More than reaching the destination, the journey of the last one year with Smart Portfolios was more satisfying. Even though the portfolio was a notional one, the reactions almost made us believe that we were literally managing someone's money.
During the initial unsteady months we adopted a cautious approach of remaining in cash. Through the months we planned not just our entry strategy but also the exit strategy with utmost care. Sure, we may have missed the bottom while buying and top while selling, but no one can claim to be able to do that either. By the end of the season we were fully invested. With the tide turning in our favour, we did take a few aggressive mid-cap bets, which further boosted our performance.

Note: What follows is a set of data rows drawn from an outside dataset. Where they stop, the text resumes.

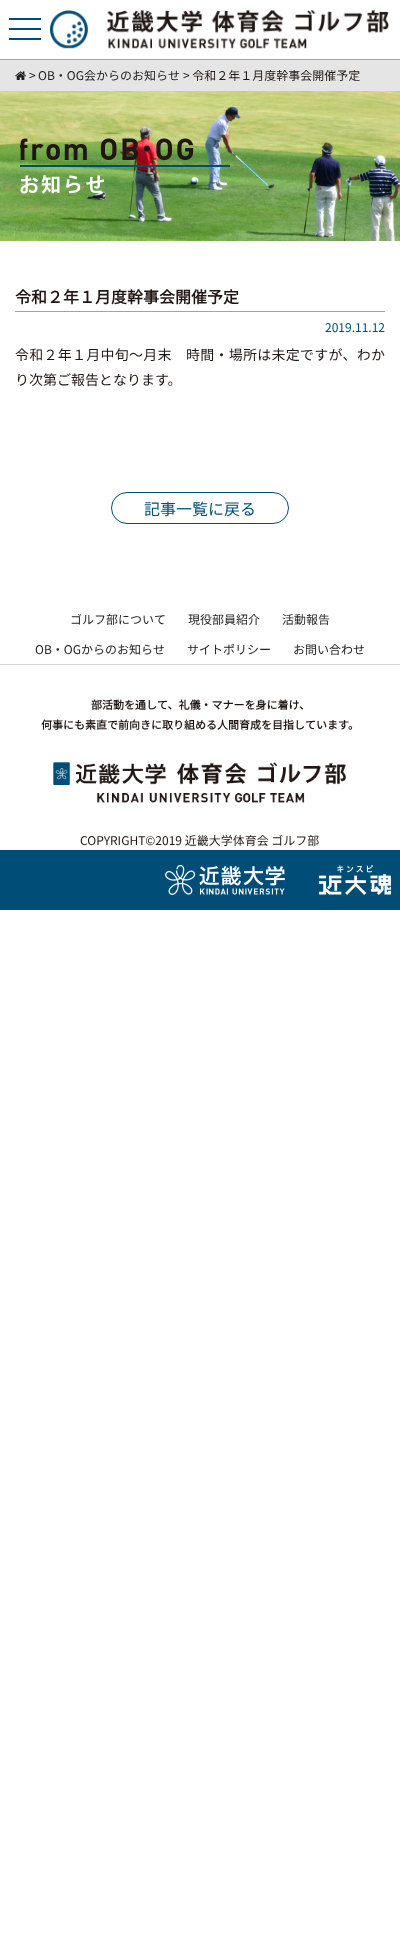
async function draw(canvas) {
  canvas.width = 400;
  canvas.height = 1952;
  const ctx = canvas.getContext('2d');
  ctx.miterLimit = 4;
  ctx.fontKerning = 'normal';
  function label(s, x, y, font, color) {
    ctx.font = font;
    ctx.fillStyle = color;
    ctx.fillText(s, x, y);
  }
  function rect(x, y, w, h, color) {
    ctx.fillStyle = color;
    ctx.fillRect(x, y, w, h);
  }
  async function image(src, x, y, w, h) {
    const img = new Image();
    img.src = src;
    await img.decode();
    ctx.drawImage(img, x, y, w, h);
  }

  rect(0, 0, 400, 1952, '#fff');
  rect(0, 59, 400, 1, '#a6a2a1');
  rect(9, 28, 32, 2, '#004e78');
  rect(9, 18, 32, 2, '#004e78');
  rect(9, 38, 32, 2, '#004e78');
  await image('assets/img1.png', 50, 10, 339, 39);
  rect(0, 60, 400, 31, '#e5e5e5');
  await image('assets/img2.png', 15, 71, 11, 9);
  label('>', 29, 80, '12px Noto Sans CJK JP', '#201714');
  label('OB・OG会からのお知らせ', 38, 80, '12px Noto Sans CJK JP', '#222');
  label('> 令和２年１月度幹事会開催予定', 183, 80, '12px Noto Sans CJK JP', '#201714');
  await image('assets/img3.png', 0, 91, 400, 150);
  await image('assets/img4.png', 20, 138, 210, 56);
  rect(15, 311, 370, 1, '#a6a2a1');
  label('令和２年１月度幹事会開催予定', 15, 303, 'bold 16px Noto Sans CJK JP', '#201714');
  label('2019.11.12', 325, 332, '12px Noto Sans CJK JP', '#004e78');
  ctx.letterSpacing = '0.25px';
  label('令和２年１月中旬～月末　時間・場所は未定ですが、わか', 15, 360, '14px Noto Sans CJK JP', '#201714');
  ctx.letterSpacing = '0px';
  label('り次第ご報告となります。', 15, 385, '14px Noto Sans CJK JP', '#201714');
  ctx.beginPath();
  ctx.roundRect(111.5, 492.5, 177, 31, 15.5);
  ctx.strokeStyle = '#004e78';
  ctx.stroke();
  label('記事一覧に戻る', 144, 515, '16px Noto Sans CJK JP', '#004e78');
  rect(0, 664, 400, 1, '#d6d6d6');
  label('ゴルフ部について', 70, 624, '12px Noto Sans CJK JP', '#222');
  label('現役部員紹介', 188, 624, '12px Noto Sans CJK JP', '#222');
  label('活動報告', 282, 624, '12px Noto Sans CJK JP', '#222');
  label('OB・OGからのお知らせ', 35, 654, '12px Noto Sans CJK JP', '#222');
  label('サイトポリシー', 187, 654, '12px Noto Sans CJK JP', '#222');
  label('お問い合わせ', 293, 654, '12px Noto Sans CJK JP', '#222');
  label('部活動を通して、礼儀・マナーを身に着け、', 91, 709, 'bold 11px Noto Sans CJK JP', '#201714');
  label('何事にも素直で前向きに取り組める人間育成を目指しています。', 41, 729, 'bold 11px Noto Sans CJK JP', '#201714');
  await image('assets/img5.png', 53, 762, 293, 41);
  label('COPYRIGHT©2019 近畿大学体育会 ゴルフ部', 80, 845, '12px Noto Sans CJK JP', '#201714');
  rect(0, 850, 400, 60, '#004e78');
  await image('assets/img6.png', 165, 864, 120, 31);
  await image('assets/img7.png', 319, 865, 72, 30);
}

draw(document.querySelector('canvas'));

What would be your contribution to Smart Portfolios Season II?
The second season comes with new fund managers who will give investors a flavour of their strategies. Investors often wish to unravel the mind of a fund manager, which is good. But investors need to realise that fund managers cannot be mimicked to make gains. Give someone a tip and the person will make money one day. Teach the art of investing and the person can make enough for a lifetime. My endeavour will be to help investors realise the latter.
How do explain the concept of equity markets to the lay investor?
The stock market is the perfect meeting place for buyers and sellers for asset exchange; not to forget the intermediaries that facilitate such meeting. An active trading platform facilitates smooth entry and exit, making it among the most liquid assets. The stock market is a boon to companies that wish to raise money for future growth. At the same time, it provides investors an opportunity to be part of that growth by owning a fraction of the company. It is the best asset class, providing the opportunity to generate substantial wealth over the long term. In the short term the stock market appears like a roulette game but in the long term it's like a weighing machine.
The markets have doubled since March. What are your expectations?
The fiscal supply around is clearly the result of the convalescence dose by governments. The liquidity notwithstanding, market players have chosen to discount some concerns - likely monetary control measures, the bleak fiscal deficit situation and best case valuations at fair value (17x FY11E). While any major upside to the Nifty may be difficult, the excess liquidity leaves little room for any severe downslide as well. We believe money will move out from overbought sectors to ones that have not participated heavily in the rally and non-index stocks will outperform their larger peers.
You have invested around 90 per cent of your funds and exited from OMCs?
In line with the above mentioned strategy, I have chosen to remain 85-90 per cent invested. Buying into OMCs was ahead of expectations of subsidy bonds to be issued for 2009. We booked profits recently and will monitor closely to re-enter at an opportune time again.
What are the stocks or sector you would focus on going forward?
Ours approach will primarily be bottom-up. But sector wise, we like infrastructure, which will be the biggest beneficiary of government contracts. While the fiscal situation may not permit big spends, our channel checks tell us that the PPP route will be adopted.
Telecom is another area witnessing stable demand with subscriber additions are going steady. Once the Bharti - MTN is completed, this sector will get re-rated.
We are equally bullish on the auto industry fortunes. It did well during the downturn and has held up strong even on bad monsoons. However, valuations seem rich. A prudent strategy would be to zero-in on some auto-ancillaries players focused on the domestic market.